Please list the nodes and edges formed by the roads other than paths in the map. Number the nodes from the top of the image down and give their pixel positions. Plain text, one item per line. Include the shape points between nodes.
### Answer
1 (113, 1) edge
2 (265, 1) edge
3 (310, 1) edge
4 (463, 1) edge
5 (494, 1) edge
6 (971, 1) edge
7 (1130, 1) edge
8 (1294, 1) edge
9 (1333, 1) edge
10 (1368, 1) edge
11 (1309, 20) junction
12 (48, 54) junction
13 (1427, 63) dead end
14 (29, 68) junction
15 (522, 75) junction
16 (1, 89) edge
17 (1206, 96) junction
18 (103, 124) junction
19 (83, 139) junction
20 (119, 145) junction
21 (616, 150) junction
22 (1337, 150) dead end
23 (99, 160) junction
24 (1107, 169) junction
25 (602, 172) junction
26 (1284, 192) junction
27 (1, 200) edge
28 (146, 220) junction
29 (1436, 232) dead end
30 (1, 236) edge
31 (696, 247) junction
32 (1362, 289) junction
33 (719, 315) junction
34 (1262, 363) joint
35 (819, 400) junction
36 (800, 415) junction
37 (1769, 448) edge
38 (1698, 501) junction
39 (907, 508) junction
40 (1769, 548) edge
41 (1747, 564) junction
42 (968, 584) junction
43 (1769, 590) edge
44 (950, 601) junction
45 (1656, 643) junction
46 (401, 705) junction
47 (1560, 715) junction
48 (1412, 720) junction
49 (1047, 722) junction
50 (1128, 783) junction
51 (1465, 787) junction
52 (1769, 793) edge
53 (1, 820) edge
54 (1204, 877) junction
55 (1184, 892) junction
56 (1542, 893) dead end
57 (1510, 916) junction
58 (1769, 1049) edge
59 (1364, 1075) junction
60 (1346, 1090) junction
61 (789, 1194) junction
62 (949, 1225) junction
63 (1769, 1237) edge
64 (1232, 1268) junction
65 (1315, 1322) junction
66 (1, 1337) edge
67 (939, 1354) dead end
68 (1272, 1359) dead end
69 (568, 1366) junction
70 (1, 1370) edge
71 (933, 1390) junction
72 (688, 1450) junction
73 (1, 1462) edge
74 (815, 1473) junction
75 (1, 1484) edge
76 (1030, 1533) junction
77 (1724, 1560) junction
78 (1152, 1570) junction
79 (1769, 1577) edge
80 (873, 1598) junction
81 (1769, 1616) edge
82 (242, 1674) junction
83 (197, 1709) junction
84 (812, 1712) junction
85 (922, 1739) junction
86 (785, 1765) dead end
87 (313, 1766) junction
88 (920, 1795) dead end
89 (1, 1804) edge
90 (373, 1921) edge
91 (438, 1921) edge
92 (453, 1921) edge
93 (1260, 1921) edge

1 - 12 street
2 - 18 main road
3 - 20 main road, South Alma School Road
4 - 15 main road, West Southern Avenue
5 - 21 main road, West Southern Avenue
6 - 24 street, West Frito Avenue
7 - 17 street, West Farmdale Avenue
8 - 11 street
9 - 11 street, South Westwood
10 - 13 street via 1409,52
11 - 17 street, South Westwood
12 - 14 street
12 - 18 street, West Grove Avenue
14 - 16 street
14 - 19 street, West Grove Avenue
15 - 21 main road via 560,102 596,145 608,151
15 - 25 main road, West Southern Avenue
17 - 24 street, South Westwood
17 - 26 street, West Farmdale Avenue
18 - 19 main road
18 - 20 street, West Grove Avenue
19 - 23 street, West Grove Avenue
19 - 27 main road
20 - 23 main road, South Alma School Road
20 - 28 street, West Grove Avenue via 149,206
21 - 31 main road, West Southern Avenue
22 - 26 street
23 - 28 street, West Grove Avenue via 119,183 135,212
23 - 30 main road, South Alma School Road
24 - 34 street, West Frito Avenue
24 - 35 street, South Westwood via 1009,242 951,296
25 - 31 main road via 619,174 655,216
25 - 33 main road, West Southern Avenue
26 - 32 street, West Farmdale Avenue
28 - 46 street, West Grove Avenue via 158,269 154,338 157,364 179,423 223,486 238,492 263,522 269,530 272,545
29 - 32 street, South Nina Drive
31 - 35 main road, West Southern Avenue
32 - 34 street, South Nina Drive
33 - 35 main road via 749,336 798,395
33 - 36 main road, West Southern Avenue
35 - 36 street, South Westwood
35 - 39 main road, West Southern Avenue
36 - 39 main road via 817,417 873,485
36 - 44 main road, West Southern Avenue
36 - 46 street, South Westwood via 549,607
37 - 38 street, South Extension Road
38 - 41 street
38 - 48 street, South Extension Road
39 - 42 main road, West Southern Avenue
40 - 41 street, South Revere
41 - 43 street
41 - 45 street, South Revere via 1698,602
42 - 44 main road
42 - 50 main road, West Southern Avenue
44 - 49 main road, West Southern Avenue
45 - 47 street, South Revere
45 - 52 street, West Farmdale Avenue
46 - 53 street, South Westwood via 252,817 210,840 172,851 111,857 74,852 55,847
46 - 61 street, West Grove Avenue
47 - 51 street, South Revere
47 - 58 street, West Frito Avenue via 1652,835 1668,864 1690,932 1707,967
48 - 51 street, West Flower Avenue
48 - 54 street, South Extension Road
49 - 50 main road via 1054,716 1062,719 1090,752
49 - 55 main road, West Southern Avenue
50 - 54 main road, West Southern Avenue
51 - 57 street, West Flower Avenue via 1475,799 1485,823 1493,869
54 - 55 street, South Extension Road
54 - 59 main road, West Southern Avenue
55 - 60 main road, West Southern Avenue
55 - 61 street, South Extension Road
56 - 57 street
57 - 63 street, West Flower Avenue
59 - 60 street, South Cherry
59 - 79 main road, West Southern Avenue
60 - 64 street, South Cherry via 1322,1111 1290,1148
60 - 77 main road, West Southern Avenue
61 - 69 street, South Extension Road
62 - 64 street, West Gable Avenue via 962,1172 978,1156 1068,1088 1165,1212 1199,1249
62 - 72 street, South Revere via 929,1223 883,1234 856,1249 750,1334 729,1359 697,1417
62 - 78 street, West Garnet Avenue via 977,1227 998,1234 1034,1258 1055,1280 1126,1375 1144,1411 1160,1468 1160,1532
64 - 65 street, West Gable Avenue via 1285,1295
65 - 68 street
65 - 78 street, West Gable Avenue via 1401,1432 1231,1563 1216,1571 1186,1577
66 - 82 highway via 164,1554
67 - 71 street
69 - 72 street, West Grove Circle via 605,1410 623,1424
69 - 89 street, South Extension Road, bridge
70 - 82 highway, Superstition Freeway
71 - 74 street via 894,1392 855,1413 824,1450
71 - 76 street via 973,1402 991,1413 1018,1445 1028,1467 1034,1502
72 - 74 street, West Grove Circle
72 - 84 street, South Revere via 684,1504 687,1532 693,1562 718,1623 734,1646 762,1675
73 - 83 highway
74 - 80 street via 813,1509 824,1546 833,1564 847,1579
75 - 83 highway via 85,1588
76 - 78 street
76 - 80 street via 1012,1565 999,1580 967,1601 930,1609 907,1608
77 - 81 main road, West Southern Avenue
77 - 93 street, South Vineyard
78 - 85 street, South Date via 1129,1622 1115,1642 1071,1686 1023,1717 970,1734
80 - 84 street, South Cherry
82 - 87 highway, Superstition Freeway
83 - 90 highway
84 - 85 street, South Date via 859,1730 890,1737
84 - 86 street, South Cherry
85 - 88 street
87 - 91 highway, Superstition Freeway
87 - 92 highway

====================

Problem statement: State how many lines of the listing include the word "Extension". Reply with the number alone.

Exercise response: 7